> [Action item]: The output must match the entries below exactly.
---------- Dataset excerpts
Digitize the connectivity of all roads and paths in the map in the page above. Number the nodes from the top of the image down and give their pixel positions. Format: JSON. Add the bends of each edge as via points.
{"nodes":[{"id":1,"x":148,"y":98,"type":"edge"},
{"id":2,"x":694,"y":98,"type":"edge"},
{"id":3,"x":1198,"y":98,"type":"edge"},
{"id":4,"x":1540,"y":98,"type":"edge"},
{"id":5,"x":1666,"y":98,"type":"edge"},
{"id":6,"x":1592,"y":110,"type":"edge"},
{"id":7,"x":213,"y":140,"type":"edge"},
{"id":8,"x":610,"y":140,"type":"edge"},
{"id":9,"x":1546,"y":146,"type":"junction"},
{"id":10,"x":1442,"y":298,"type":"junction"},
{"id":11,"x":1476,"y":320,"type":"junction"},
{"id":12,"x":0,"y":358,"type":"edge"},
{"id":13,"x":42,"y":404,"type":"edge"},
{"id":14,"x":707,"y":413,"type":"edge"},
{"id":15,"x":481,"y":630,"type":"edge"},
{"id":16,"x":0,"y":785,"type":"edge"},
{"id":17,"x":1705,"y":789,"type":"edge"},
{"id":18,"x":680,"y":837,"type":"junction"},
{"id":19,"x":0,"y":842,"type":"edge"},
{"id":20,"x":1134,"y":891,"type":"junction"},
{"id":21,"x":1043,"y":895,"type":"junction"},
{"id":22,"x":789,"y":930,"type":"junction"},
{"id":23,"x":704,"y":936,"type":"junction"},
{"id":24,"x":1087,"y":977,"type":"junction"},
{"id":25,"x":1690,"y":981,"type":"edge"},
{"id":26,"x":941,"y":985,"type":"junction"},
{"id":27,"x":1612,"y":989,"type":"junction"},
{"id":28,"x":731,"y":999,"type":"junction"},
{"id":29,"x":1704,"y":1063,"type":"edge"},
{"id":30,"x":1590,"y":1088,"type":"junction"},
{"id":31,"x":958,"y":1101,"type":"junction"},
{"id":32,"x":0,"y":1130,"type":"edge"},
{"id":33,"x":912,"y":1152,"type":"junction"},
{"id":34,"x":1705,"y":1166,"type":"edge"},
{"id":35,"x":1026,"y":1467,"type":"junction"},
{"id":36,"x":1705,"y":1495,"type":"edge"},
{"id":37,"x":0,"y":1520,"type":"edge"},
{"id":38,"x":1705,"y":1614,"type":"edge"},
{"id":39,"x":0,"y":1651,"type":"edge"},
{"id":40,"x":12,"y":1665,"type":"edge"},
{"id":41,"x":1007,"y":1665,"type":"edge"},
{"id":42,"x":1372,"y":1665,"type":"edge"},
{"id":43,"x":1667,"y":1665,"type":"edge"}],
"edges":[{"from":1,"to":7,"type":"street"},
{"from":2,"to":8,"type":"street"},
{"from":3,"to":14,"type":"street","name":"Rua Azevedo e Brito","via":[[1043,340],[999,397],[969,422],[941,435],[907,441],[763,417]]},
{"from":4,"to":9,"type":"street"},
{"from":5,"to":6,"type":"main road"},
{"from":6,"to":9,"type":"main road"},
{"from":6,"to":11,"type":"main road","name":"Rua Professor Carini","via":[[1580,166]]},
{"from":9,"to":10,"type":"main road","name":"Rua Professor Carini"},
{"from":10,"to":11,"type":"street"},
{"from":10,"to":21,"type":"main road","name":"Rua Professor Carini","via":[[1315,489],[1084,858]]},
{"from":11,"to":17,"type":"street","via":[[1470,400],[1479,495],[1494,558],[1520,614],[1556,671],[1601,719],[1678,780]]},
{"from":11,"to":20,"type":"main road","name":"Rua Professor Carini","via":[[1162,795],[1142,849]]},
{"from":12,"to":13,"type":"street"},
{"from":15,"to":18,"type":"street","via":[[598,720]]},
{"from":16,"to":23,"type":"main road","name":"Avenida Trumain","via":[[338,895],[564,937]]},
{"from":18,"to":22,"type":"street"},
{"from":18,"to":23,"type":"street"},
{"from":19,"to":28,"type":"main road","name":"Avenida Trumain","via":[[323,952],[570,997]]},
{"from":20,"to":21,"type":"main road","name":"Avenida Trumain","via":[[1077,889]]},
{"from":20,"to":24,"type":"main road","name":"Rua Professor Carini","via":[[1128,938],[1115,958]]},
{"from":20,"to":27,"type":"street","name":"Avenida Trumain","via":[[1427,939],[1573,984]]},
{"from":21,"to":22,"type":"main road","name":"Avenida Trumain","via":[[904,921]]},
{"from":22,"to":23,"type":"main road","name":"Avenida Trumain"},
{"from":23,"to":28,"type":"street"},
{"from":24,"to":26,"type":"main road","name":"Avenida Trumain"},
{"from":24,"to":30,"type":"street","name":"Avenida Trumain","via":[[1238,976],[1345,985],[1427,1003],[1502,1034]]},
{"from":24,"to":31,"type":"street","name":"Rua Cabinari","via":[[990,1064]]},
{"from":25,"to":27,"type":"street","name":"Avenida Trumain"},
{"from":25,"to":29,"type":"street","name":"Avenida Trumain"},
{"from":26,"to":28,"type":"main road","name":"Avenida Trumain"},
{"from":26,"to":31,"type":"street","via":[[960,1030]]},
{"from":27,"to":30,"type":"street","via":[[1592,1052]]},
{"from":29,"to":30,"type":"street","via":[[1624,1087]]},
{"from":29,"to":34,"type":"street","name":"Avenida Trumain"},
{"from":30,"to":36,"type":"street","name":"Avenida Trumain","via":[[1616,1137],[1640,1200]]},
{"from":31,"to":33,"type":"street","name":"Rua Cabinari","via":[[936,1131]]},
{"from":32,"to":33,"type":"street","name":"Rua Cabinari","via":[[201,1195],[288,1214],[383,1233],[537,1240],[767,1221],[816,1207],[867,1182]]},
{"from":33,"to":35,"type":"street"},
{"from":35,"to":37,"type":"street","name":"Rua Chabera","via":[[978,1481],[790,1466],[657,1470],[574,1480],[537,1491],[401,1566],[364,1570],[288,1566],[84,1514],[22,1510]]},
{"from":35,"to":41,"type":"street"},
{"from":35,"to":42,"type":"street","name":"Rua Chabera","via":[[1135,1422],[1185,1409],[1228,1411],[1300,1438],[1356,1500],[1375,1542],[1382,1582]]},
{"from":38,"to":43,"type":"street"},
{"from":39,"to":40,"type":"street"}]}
--------------------
> [The answer]:
Digitize the connectivity of all roads and paths in the map in the page above. Number the nodes from the top of the image down and give their pixel positions. Format: JSON. Add the bends of each edge as via points.
{"nodes":[{"id":1,"x":148,"y":98,"type":"edge"},
{"id":2,"x":694,"y":98,"type":"edge"},
{"id":3,"x":1198,"y":98,"type":"edge"},
{"id":4,"x":1540,"y":98,"type":"edge"},
{"id":5,"x":1666,"y":98,"type":"edge"},
{"id":6,"x":1592,"y":110,"type":"edge"},
{"id":7,"x":213,"y":140,"type":"edge"},
{"id":8,"x":610,"y":140,"type":"edge"},
{"id":9,"x":1546,"y":146,"type":"junction"},
{"id":10,"x":1442,"y":298,"type":"junction"},
{"id":11,"x":1476,"y":320,"type":"junction"},
{"id":12,"x":0,"y":358,"type":"edge"},
{"id":13,"x":42,"y":404,"type":"edge"},
{"id":14,"x":707,"y":413,"type":"edge"},
{"id":15,"x":481,"y":630,"type":"edge"},
{"id":16,"x":0,"y":785,"type":"edge"},
{"id":17,"x":1705,"y":789,"type":"edge"},
{"id":18,"x":680,"y":837,"type":"junction"},
{"id":19,"x":0,"y":842,"type":"edge"},
{"id":20,"x":1134,"y":891,"type":"junction"},
{"id":21,"x":1043,"y":895,"type":"junction"},
{"id":22,"x":789,"y":930,"type":"junction"},
{"id":23,"x":704,"y":936,"type":"junction"},
{"id":24,"x":1087,"y":977,"type":"junction"},
{"id":25,"x":1690,"y":981,"type":"edge"},
{"id":26,"x":941,"y":985,"type":"junction"},
{"id":27,"x":1612,"y":989,"type":"junction"},
{"id":28,"x":731,"y":999,"type":"junction"},
{"id":29,"x":1704,"y":1063,"type":"edge"},
{"id":30,"x":1590,"y":1088,"type":"junction"},
{"id":31,"x":958,"y":1101,"type":"junction"},
{"id":32,"x":0,"y":1130,"type":"edge"},
{"id":33,"x":912,"y":1152,"type":"junction"},
{"id":34,"x":1705,"y":1166,"type":"edge"},
{"id":35,"x":1026,"y":1467,"type":"junction"},
{"id":36,"x":1705,"y":1495,"type":"edge"},
{"id":37,"x":0,"y":1520,"type":"edge"},
{"id":38,"x":1705,"y":1614,"type":"edge"},
{"id":39,"x":0,"y":1651,"type":"edge"},
{"id":40,"x":12,"y":1665,"type":"edge"},
{"id":41,"x":1007,"y":1665,"type":"edge"},
{"id":42,"x":1372,"y":1665,"type":"edge"},
{"id":43,"x":1667,"y":1665,"type":"edge"}],
"edges":[{"from":1,"to":7,"type":"street"},
{"from":2,"to":8,"type":"street"},
{"from":3,"to":14,"type":"street","name":"Rua Azevedo e Brito","via":[[1043,340],[999,397],[969,422],[941,435],[907,441],[763,417]]},
{"from":4,"to":9,"type":"street"},
{"from":5,"to":6,"type":"main road"},
{"from":6,"to":9,"type":"main road"},
{"from":6,"to":11,"type":"main road","name":"Rua Professor Carini","via":[[1580,166]]},
{"from":9,"to":10,"type":"main road","name":"Rua Professor Carini"},
{"from":10,"to":11,"type":"street"},
{"from":10,"to":21,"type":"main road","name":"Rua Professor Carini","via":[[1315,489],[1084,858]]},
{"from":11,"to":17,"type":"street","via":[[1470,400],[1479,495],[1494,558],[1520,614],[1556,671],[1601,719],[1678,780]]},
{"from":11,"to":20,"type":"main road","name":"Rua Professor Carini","via":[[1162,795],[1142,849]]},
{"from":12,"to":13,"type":"street"},
{"from":15,"to":18,"type":"street","via":[[598,720]]},
{"from":16,"to":23,"type":"main road","name":"Avenida Trumain","via":[[338,895],[564,937]]},
{"from":18,"to":22,"type":"street"},
{"from":18,"to":23,"type":"street"},
{"from":19,"to":28,"type":"main road","name":"Avenida Trumain","via":[[323,952],[570,997]]},
{"from":20,"to":21,"type":"main road","name":"Avenida Trumain","via":[[1077,889]]},
{"from":20,"to":24,"type":"main road","name":"Rua Professor Carini","via":[[1128,938],[1115,958]]},
{"from":20,"to":27,"type":"street","name":"Avenida Trumain","via":[[1427,939],[1573,984]]},
{"from":21,"to":22,"type":"main road","name":"Avenida Trumain","via":[[904,921]]},
{"from":22,"to":23,"type":"main road","name":"Avenida Trumain"},
{"from":23,"to":28,"type":"street"},
{"from":24,"to":26,"type":"main road","name":"Avenida Trumain"},
{"from":24,"to":30,"type":"street","name":"Avenida Trumain","via":[[1238,976],[1345,985],[1427,1003],[1502,1034]]},
{"from":24,"to":31,"type":"street","name":"Rua Cabinari","via":[[990,1064]]},
{"from":25,"to":27,"type":"street","name":"Avenida Trumain"},
{"from":25,"to":29,"type":"street","name":"Avenida Trumain"},
{"from":26,"to":28,"type":"main road","name":"Avenida Trumain"},
{"from":26,"to":31,"type":"street","via":[[960,1030]]},
{"from":27,"to":30,"type":"street","via":[[1592,1052]]},
{"from":29,"to":30,"type":"street","via":[[1624,1087]]},
{"from":29,"to":34,"type":"street","name":"Avenida Trumain"},
{"from":30,"to":36,"type":"street","name":"Avenida Trumain","via":[[1616,1137],[1640,1200]]},
{"from":31,"to":33,"type":"street","name":"Rua Cabinari","via":[[936,1131]]},
{"from":32,"to":33,"type":"street","name":"Rua Cabinari","via":[[201,1195],[288,1214],[383,1233],[537,1240],[767,1221],[816,1207],[867,1182]]},
{"from":33,"to":35,"type":"street"},
{"from":35,"to":37,"type":"street","name":"Rua Chabera","via":[[978,1481],[790,1466],[657,1470],[574,1480],[537,1491],[401,1566],[364,1570],[288,1566],[84,1514],[22,1510]]},
{"from":35,"to":41,"type":"street"},
{"from":35,"to":42,"type":"street","name":"Rua Chabera","via":[[1135,1422],[1185,1409],[1228,1411],[1300,1438],[1356,1500],[1375,1542],[1382,1582]]},
{"from":38,"to":43,"type":"street"},
{"from":39,"to":40,"type":"street"}]}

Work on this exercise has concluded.